Your answer must consist only of the lines from the start of the entries through the line that holds "ring tip: (422, 299)", copied exactly, with no pictures.

(Input data begins)

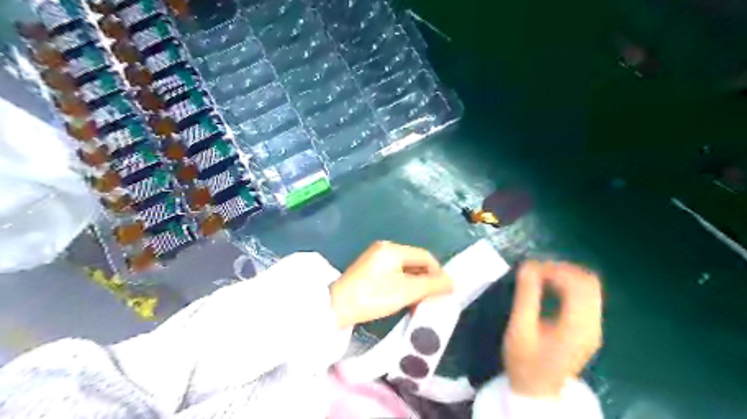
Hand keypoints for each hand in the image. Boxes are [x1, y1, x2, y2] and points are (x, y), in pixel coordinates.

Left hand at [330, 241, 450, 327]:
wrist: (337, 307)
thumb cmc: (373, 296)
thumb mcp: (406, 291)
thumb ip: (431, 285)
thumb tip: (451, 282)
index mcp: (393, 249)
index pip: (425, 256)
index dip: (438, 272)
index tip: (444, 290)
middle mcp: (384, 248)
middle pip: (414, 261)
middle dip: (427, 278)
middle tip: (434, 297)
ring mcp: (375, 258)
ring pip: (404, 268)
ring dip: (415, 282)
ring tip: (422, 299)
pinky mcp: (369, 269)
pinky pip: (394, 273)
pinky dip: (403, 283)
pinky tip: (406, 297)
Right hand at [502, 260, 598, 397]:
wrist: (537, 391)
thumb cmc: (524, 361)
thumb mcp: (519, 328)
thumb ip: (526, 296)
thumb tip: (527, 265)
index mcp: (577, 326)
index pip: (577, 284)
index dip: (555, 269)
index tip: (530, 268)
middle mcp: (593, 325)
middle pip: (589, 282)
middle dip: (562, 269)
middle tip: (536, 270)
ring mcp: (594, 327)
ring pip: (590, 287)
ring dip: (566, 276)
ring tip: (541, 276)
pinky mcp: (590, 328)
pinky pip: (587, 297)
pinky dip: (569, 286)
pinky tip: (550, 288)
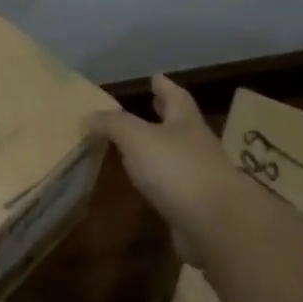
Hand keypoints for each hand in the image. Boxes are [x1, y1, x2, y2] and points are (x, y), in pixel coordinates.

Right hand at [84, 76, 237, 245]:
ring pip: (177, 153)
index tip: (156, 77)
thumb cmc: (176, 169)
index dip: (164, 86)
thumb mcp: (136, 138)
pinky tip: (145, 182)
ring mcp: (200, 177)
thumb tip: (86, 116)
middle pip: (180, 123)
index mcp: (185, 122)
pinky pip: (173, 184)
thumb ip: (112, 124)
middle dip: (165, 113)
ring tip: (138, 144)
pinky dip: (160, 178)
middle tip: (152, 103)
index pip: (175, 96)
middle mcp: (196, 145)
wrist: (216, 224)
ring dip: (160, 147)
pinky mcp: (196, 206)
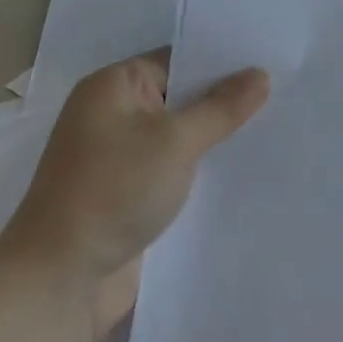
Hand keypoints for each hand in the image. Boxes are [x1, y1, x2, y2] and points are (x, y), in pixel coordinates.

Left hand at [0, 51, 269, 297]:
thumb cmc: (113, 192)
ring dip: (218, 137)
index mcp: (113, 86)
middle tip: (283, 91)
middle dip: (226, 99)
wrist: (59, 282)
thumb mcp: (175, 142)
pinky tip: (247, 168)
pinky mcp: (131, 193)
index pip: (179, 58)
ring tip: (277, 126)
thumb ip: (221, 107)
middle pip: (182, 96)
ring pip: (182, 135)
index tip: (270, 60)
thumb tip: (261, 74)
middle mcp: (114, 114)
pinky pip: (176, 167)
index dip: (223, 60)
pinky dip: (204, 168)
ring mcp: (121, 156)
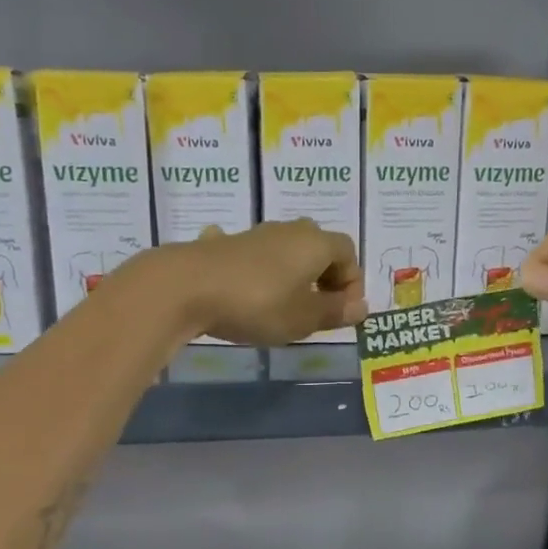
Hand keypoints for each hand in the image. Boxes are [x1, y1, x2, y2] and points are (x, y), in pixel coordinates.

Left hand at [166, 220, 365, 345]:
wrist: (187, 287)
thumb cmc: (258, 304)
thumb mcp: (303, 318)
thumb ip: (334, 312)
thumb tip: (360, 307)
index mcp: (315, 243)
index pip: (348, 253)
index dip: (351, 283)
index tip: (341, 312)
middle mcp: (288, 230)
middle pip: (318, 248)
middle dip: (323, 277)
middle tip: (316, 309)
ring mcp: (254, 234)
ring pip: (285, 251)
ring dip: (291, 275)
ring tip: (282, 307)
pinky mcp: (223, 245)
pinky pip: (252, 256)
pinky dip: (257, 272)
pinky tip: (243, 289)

(Input data ends)

*Task result*
Hand keypoints for each hand in the image. Boxes are [x1, y1, x2, y2] and points are (x, y), in pixel coordinates.

Left hand at [330, 241, 450, 327]:
wrist: (337, 307)
thumb cmc: (373, 296)
thumb mcp: (406, 291)
thumb ip: (431, 285)
thumb tip: (451, 282)
index mcp: (393, 249)
index pip: (425, 256)
index dip: (438, 272)
index tip: (444, 290)
middle mcp: (384, 248)
middle pip: (414, 261)
middle dip: (427, 278)
middle tip: (434, 297)
ring mcp: (375, 258)
ring pip: (404, 268)
ring dip: (415, 282)
ring tip: (422, 299)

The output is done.